In it, Murdoch stresses the importance of a free, popular press, criticising newspapers that win masses of journalism prizes but have falling circulations. He says that even if there is another advertising boom, newspapers can no longer rely on the revenues that once propped them up, namely classified ads. “The old business model based mainly on advertising is dead,” Murdoch writes. “Let’s face it: A business model that relies primarily on online advertising cannot sustain newspapers over the long term. The reason is simple arithmetic.

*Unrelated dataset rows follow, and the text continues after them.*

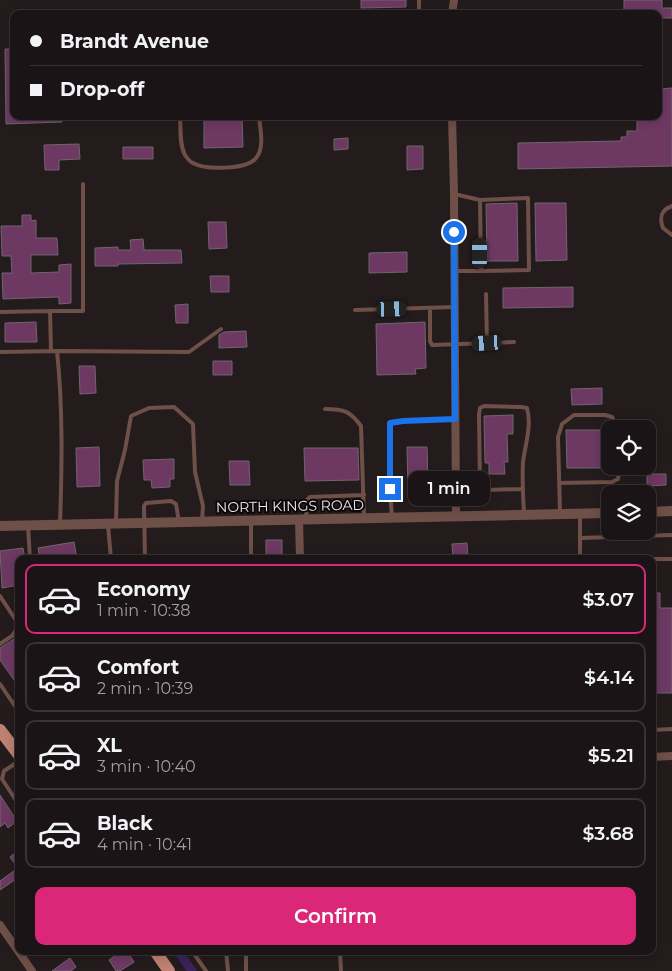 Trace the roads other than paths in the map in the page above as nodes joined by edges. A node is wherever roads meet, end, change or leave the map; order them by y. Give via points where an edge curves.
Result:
1 (180, 120) edge
2 (259, 120) edge
3 (452, 120) edge
4 (83, 184) dead end
5 (454, 194) junction
6 (480, 200) junction
7 (672, 206) edge
8 (672, 235) edge
9 (455, 271) junction
10 (480, 271) junction
11 (486, 294) dead end
12 (430, 308) junction
13 (455, 308) junction
14 (355, 310) dead end
15 (50, 311) junction
16 (0, 312) edge
17 (220, 329) dead end
18 (514, 342) dead end
19 (487, 343) junction
20 (455, 345) junction
21 (51, 351) junction
22 (57, 351) junction
23 (0, 352) edge
24 (325, 409) dead end
25 (455, 419) junction
26 (614, 420) edge
27 (619, 475) edge
28 (559, 483) junction
29 (523, 489) junction
30 (364, 495) junction
31 (672, 511) edge
32 (656, 512) edge
33 (601, 513) edge
34 (560, 514) junction
35 (580, 514) junction
36 (524, 515) junction
37 (456, 517) junction
38 (364, 518) junction
39 (392, 518) junction
40 (303, 519) junction
41 (251, 520) junction
42 (202, 521) junction
43 (144, 522) junction
44 (179, 522) junction
45 (112, 523) junction
46 (60, 524) junction
47 (28, 525) junction
48 (0, 526) edge
49 (672, 535) edge
50 (580, 538) junction
51 (30, 555) edge
52 (111, 555) edge
53 (146, 555) edge
54 (251, 555) edge
55 (300, 555) edge
56 (580, 555) edge
57 (656, 559) edge
58 (672, 559) edge
59 (0, 596) edge
60 (15, 620) edge
61 (15, 632) edge
62 (0, 644) edge
63 (0, 684) edge
64 (15, 706) edge
65 (672, 729) edge
66 (0, 730) edge
67 (656, 730) edge
68 (14, 740) edge
69 (672, 756) edge
70 (656, 757) edge
71 (15, 764) edge
72 (15, 799) edge
73 (0, 925) edge
74 (15, 947) edge
75 (21, 955) edge
76 (159, 955) edge
77 (195, 955) edge
78 (226, 955) edge
79 (246, 955) edge
80 (340, 955) edge
81 (32, 971) edge
82 (169, 971) edge
83 (206, 971) edge
84 (228, 971) edge
85 (246, 971) edge
86 (341, 971) edge

1 - 2 lane via 184,154 192,163 203,167 237,168 256,159 260,148
3 - 5 street
4 - 15 lane via 83,310
5 - 6 lane
5 - 9 street
6 - 10 lane
6 - 10 lane via 528,198 529,270
7 - 8 lane via 661,217 662,228
9 - 10 lane
9 - 13 street
11 - 19 lane
12 - 13 lane
12 - 14 lane
12 - 20 lane via 432,345
13 - 20 street
15 - 16 lane
15 - 21 lane
17 - 22 lane via 189,352
18 - 19 lane
19 - 20 lane
20 - 25 street
21 - 22 lane
21 - 23 lane
22 - 46 lane via 61,384
24 - 30 lane via 342,409 354,416 361,426
25 - 37 street
25 - 39 lane via 390,423
26 - 28 lane via 605,414 574,415 562,424 558,438
27 - 28 lane via 612,482
28 - 34 lane
29 - 29 lane via 527,408 484,406 479,414 480,486 484,490
29 - 36 lane
30 - 38 lane
30 - 40 lane via 310,496
31 - 32 street
33 - 35 street, NORTH KINGS ROAD
34 - 35 street, NORTH KINGS ROAD
34 - 36 street, NORTH KINGS ROAD
35 - 50 lane
36 - 37 street, NORTH KINGS ROAD
37 - 39 street, NORTH KINGS ROAD
38 - 39 street, NORTH KINGS ROAD
38 - 40 street, NORTH KINGS ROAD
40 - 41 street, NORTH KINGS ROAD
40 - 55 street
41 - 42 street, NORTH KINGS ROAD
41 - 54 lane
42 - 44 street, NORTH KINGS ROAD
42 - 45 lane via 203,506 195,472 194,424 174,407 149,408 131,416
43 - 44 street, NORTH KINGS ROAD
43 - 44 lane via 146,503 171,501 176,504
43 - 45 street, NORTH KINGS ROAD
43 - 53 lane
45 - 46 street, NORTH KINGS ROAD
45 - 52 lane
46 - 47 street, NORTH KINGS ROAD
47 - 48 street, NORTH KINGS ROAD
47 - 51 lane
49 - 50 lane
50 - 56 lane
57 - 58 lane
59 - 60 lane
61 - 62 lane
63 - 64 lane
65 - 67 lane
66 - 68 main road
69 - 70 street
71 - 72 lane via 4,772 2,779
73 - 74 street
75 - 81 street
76 - 82 main road
77 - 83 lane
78 - 84 lane
79 - 85 lane
80 - 86 lane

Though online advertising is increasing, that increase is only a fraction of what is being lost with print advertising.”
He is also heavily critical of websites that derive their content from other news sources “without contributing a penny to its production”. In the past, Murdoch has hinted at tackling the issue of the doctrine of fair use and in this editorial he is more blunt, saying: “Their almost wholesale misappropriation of our stories is not ‘fair use’. To be impolite, it’s theft.” On the bright side, he says that the future of journalism is ‘more promising than ever’ — but essentially only if other publishers get on board with his paywall scheme. This would overcome what is emerging as one of the main hurdles in getting readers back into the habit of buying news: who will pay for something when it is available elsewhere for free? Murdoch responds to such criticism in the piece saying that he believes people will pay for content if “we give them something of good and useful value. Our customers are smart enough to know that you don’t get something for nothing. That goes for some of our friends online too.”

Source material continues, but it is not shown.